Il est déjà acquis que les deux parties présentes lors de la récente rencontre étaient réellement intéressées par la création de MATA, en tant qu'organisation de la société civile, et de l'ITIE, en tant que groupe de discussions. Les étapes futures pourraient être d'encourager la divulgation des contrats et de leur bénéficiaires, afin d'établir les prémices de la transparence, tant au sein du Groupe multipartite qu'en dehors.

La manière dont est utilisée l'information déterminera le succès de l'ITIE

La semaine dernière a prouvé l'utilité de l'ITIE pour le Myanmar, mais elle a également souligné le tournant auquel l'ITIE se trouve à l'échelle mondiale.
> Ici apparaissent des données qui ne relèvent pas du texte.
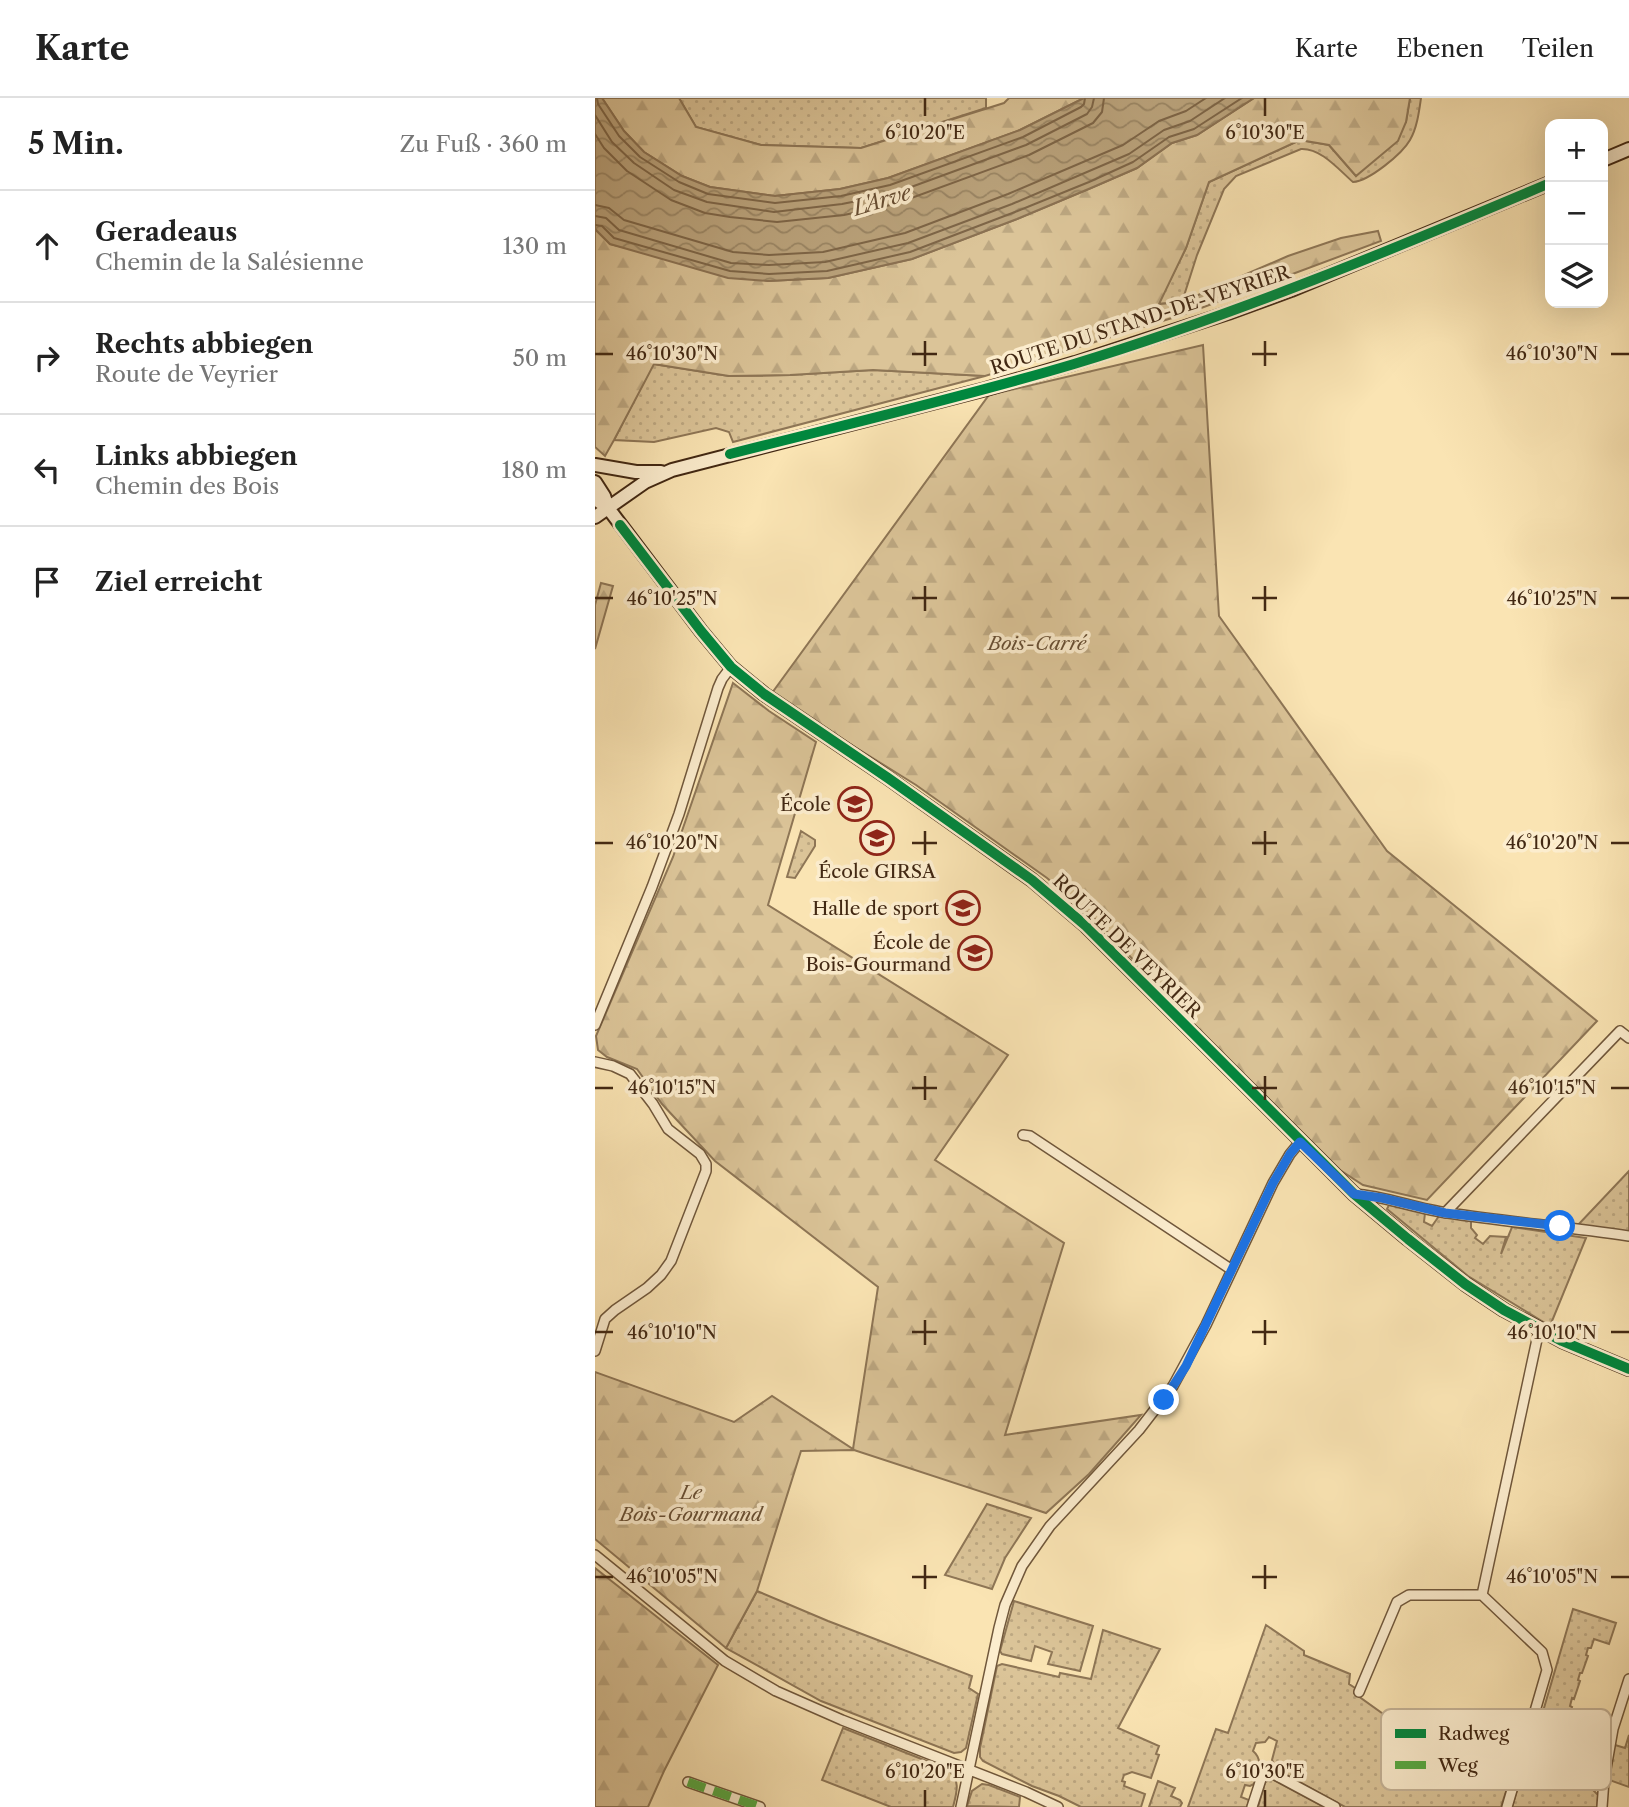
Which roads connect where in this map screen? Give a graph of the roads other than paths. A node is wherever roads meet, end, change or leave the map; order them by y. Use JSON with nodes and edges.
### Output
{"nodes":[{"id":1,"x":1629,"y":149,"type":"edge"},
{"id":2,"x":1608,"y":158,"type":"edge"},
{"id":3,"x":1545,"y":185,"type":"edge"},
{"id":4,"x":595,"y":465,"type":"edge"},
{"id":5,"x":672,"y":470,"type":"junction"},
{"id":6,"x":595,"y":482,"type":"edge"},
{"id":7,"x":595,"y":499,"type":"edge"},
{"id":8,"x":608,"y":508,"type":"junction"},
{"id":9,"x":595,"y":517,"type":"edge"},
{"id":10,"x":731,"y":667,"type":"junction"},
{"id":11,"x":595,"y":1025,"type":"edge"},
{"id":12,"x":1629,"y":1038,"type":"edge"},
{"id":13,"x":595,"y":1062,"type":"edge"},
{"id":14,"x":1023,"y":1135,"type":"dead end"},
{"id":15,"x":1300,"y":1142,"type":"junction"},
{"id":16,"x":1354,"y":1194,"type":"junction"},
{"id":17,"x":1445,"y":1213,"type":"junction"},
{"id":18,"x":1629,"y":1237,"type":"edge"},
{"id":19,"x":1232,"y":1270,"type":"junction"},
{"id":20,"x":1539,"y":1330,"type":"junction"},
{"id":21,"x":595,"y":1351,"type":"edge"},
{"id":22,"x":1629,"y":1369,"type":"edge"},
{"id":23,"x":595,"y":1555,"type":"edge"},
{"id":24,"x":1482,"y":1595,"type":"junction"},
{"id":25,"x":1629,"y":1678,"type":"edge"},
{"id":26,"x":1359,"y":1692,"type":"dead end"},
{"id":27,"x":1536,"y":1709,"type":"edge"},
{"id":28,"x":1611,"y":1740,"type":"edge"},
{"id":29,"x":969,"y":1769,"type":"junction"},
{"id":30,"x":688,"y":1782,"type":"dead end"},
{"id":31,"x":1512,"y":1790,"type":"edge"},
{"id":32,"x":761,"y":1807,"type":"edge"},
{"id":33,"x":961,"y":1807,"type":"edge"},
{"id":34,"x":1058,"y":1807,"type":"edge"},
{"id":35,"x":1252,"y":1807,"type":"edge"},
{"id":36,"x":1335,"y":1807,"type":"edge"},
{"id":37,"x":1507,"y":1807,"type":"edge"}],
"edges":[{"from":1,"to":2,"type":"street"},
{"from":3,"to":5,"type":"street","name":"ROUTE DU STAND-DE-VEYRIER"},
{"from":4,"to":5,"type":"street"},
{"from":5,"to":8,"type":"street","name":"ROUTE DU STAND-DE-VEYRIER"},
{"from":6,"to":8,"type":"street","name":"ROUTE DE VEYRIER"},
{"from":7,"to":8,"type":"street","name":"ROUTE DE VEYRIER"},
{"from":8,"to":9,"type":"street","name":"ROUTE DU STAND-DE-VEYRIER"},
{"from":8,"to":10,"type":"street","name":"ROUTE DE VEYRIER"},
{"from":10,"to":11,"type":"street"},
{"from":10,"to":15,"type":"street","name":"ROUTE DE VEYRIER"},
{"from":12,"to":17,"type":"street"},
{"from":13,"to":21,"type":"street"},
{"from":14,"to":19,"type":"street"},
{"from":15,"to":16,"type":"street","name":"ROUTE DE VEYRIER"},
{"from":15,"to":19,"type":"street"},
{"from":16,"to":17,"type":"street"},
{"from":16,"to":20,"type":"street","name":"ROUTE DE VEYRIER"},
{"from":17,"to":18,"type":"street"},
{"from":19,"to":29,"type":"street"},
{"from":20,"to":22,"type":"street","name":"ROUTE DE VEYRIER"},
{"from":20,"to":24,"type":"street"},
{"from":23,"to":29,"type":"street"},
{"from":24,"to":26,"type":"street"},
{"from":24,"to":27,"type":"street"},
{"from":25,"to":28,"type":"street"},
{"from":29,"to":33,"type":"street"},
{"from":29,"to":34,"type":"street"},
{"from":30,"to":32,"type":"street"},
{"from":31,"to":37,"type":"street"},
{"from":35,"to":36,"type":"street"}]}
Avec les premiers rapports produits sous la norme 2013 de l'ITIE, il lui incombe, à elle et à ses parties prenantes, d'encourager une utilisation plus productive des chiffres vérifiés et de l'information en cours de publication. C'est en élargissant la diffusion de l'information à de nouveaux utilisateurs que l'ITIE prouvera qu'elle vaut plus que la somme de ses parties. Et cela prouvera aux participants à l'ITIE que la collaboration est plus avantageuse que la confrontation.

D'une manière plus personnelle, je rejoins également ce chemin, en quittant mon ancienne vie dans une entreprise d'analyse privée. Il semble que nous passions tous d'une approche descriptive et analytique vers l'action concrète et concertée. Une évolution que je me réjouis par avance d'entamer.

Alex Gordy a rejoint le Secrétariat international de l'ITIE en janvier 2015.